Second group of laws

The Criminal Code provides the general rules for meting out of a sentence in which it is stipulated that the court must consider whether the crime has been committed against a person or a group of persons or property, directly or indirectly, because of a myriad of factors including belonging to a marginalized group or any other ground foreseen by law or ratified international agreements.[vi] In this case, although sexual orientation and gender identity have not specifically been mentioned, the monist nature of the Macedonian state could allow them to be included under the aforementioned grounds for discrimination. However, it has been noted with concern that hate speech provisions are not included in the Criminal Code, especially with respect to hate crime that incorporates crimes based on sexual orientation, and discriminatory rhetoric has not been condemned by relevant authorities. Therefore, although crimes based on personal characteristics may be interpreted so as to include sexual orientation, the LGBT community lacks sufficient protection. Furthermore, the Law on Courts, the Law on Personal Name, the Law on Execution of Sanctions, the Law on Child Protection, the Law on Mental Health as well as the Law on Equal Opportunities for Women and Men all prohibit discrimination, but even though not specifically referring to sexual orientation, the open-ended clause allows for several other grounds not covered by the specific provisions.

Third group of laws

The last category of national laws, in which sexual orientation is not explicitly mentioned and the laws in which the discrimination provisions allow for an open-ended clause could be argued to be the least advantageous to the members of the LGBTI community. It is of particular importance to refer to the Law in Prevention and Protection against Discrimination which as Lex Specialis on the discrimination towards the other laws that contain non-discrimination provisions, it does not regulate explicit provisions for Sexual Orientation and Gender Identity (SOGI). However, laws that could be considered important for SOGI issues include the Law on Social Protection, the Family Law, the Law on Secondary Education, the Law on Voluntary Finances Pension Insurance, the Law on Health Protection, the Law on Housing and others.

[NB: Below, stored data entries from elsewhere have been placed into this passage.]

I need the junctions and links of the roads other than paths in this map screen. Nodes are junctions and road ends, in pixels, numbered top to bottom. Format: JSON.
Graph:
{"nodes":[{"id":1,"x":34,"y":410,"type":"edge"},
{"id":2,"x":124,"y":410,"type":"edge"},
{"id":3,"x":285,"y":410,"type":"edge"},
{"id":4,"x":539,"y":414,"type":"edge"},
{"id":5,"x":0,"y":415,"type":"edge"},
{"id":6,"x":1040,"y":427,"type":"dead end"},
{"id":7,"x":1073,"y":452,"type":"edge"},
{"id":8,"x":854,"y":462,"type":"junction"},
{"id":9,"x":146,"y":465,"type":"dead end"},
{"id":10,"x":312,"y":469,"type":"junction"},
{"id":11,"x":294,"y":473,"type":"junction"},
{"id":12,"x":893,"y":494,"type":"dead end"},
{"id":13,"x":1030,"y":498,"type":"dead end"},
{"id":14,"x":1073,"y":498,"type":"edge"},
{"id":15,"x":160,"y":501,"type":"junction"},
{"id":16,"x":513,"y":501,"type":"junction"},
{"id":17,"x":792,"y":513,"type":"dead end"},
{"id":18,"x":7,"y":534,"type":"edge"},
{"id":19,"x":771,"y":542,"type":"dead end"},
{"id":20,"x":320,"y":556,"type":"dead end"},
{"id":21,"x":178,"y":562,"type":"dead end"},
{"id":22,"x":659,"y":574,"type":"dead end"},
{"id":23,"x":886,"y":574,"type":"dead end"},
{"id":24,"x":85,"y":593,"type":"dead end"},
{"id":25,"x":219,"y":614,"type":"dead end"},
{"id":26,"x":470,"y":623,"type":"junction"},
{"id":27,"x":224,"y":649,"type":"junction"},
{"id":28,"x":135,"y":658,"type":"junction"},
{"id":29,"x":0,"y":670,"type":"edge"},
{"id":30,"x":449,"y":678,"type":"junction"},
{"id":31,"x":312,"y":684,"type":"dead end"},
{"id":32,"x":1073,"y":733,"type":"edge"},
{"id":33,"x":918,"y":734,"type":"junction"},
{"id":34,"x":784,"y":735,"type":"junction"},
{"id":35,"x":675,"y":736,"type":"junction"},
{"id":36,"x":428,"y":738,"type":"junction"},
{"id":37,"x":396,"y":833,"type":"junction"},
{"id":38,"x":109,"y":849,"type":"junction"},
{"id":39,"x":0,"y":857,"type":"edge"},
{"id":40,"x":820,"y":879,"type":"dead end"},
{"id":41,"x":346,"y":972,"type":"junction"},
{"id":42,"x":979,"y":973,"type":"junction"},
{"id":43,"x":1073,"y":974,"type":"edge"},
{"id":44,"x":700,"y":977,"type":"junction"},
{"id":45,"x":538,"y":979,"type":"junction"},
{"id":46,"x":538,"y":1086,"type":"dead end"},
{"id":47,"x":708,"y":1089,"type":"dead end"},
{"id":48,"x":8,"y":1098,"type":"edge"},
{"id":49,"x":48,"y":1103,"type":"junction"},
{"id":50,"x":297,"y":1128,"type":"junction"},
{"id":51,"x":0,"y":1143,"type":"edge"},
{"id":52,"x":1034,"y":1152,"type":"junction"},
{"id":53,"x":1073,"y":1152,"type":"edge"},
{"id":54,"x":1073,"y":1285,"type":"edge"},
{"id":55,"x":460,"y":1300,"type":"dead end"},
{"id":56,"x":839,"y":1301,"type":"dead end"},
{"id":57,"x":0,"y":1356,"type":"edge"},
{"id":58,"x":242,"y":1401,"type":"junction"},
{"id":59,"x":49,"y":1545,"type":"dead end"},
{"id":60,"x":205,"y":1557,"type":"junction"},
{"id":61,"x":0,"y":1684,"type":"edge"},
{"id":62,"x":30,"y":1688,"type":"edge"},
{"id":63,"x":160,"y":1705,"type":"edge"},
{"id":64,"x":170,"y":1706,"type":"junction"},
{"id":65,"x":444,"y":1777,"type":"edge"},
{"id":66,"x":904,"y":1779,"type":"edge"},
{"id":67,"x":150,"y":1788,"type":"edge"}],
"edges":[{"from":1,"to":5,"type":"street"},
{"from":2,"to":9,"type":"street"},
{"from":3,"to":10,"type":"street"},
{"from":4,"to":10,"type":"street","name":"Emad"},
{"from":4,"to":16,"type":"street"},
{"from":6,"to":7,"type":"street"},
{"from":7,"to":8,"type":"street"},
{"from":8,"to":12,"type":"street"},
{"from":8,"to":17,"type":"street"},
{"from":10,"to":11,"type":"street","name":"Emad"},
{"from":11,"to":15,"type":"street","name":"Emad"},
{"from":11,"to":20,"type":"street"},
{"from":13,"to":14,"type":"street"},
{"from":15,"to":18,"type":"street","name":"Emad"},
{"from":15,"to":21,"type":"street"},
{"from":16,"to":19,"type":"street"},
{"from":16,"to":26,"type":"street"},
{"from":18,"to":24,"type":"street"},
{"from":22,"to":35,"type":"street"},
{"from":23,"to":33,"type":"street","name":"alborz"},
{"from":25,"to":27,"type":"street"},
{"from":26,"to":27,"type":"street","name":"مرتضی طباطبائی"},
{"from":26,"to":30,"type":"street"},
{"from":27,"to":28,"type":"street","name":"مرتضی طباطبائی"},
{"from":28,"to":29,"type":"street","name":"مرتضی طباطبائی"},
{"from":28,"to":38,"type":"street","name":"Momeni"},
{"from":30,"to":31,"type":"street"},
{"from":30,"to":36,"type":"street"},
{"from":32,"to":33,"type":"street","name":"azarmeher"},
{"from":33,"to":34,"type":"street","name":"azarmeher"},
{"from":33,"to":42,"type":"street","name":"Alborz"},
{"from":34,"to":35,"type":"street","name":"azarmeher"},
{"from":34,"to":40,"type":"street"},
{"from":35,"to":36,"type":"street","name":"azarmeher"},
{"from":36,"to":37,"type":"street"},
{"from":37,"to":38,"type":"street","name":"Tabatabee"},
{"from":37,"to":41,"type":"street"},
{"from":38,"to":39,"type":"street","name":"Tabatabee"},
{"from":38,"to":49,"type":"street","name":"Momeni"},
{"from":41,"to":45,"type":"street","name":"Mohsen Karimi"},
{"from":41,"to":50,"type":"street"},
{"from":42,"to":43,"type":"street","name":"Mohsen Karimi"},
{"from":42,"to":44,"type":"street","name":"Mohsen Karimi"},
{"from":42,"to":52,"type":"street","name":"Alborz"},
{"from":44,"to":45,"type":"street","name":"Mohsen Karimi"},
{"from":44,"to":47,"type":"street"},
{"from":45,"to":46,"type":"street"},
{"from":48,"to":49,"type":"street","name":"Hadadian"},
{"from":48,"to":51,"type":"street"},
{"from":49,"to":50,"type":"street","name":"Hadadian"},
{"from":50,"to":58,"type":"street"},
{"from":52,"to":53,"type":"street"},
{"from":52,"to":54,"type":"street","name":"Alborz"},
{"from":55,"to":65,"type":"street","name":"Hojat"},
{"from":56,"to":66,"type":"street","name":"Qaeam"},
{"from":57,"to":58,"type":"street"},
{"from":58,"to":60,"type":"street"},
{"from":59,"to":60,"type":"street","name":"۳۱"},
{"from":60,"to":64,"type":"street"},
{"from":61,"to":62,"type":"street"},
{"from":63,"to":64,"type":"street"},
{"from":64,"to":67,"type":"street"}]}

Having analyzed the national legal framework which addresses LGBTI rights and anti-discrimination, it is of crucial importance to look at the broader scope and evaluate Macedonia’s progress on this matter in terms of its accession to the European Union. Since the issue of the prohibition of discrimination on the basis of sexual orientation has been of increasing importance in the past few years when it comes to assessing alignment of national legislation with the acquis communautaire, non-member EU countries, such as the Republic of Macedonia, aspire to achieve full pre-accession alignment. However, it is essential to note the ILGA – Europe Rainbow Map Index 2016 which reflects the national legal and policy human rights situation of LGBTI people in Europe where Macedonia’s score of 16% was the lowest percentage among the former Yugoslavian countries.[vii] Therefore, judging by the subsequent annual country reports published by the European Commission in which further progress is entirely necessary with regards to safeguarding the all-round protection of fundamental human rights of the members of the LGBTI community in Macedonia, there remains much room for improvement.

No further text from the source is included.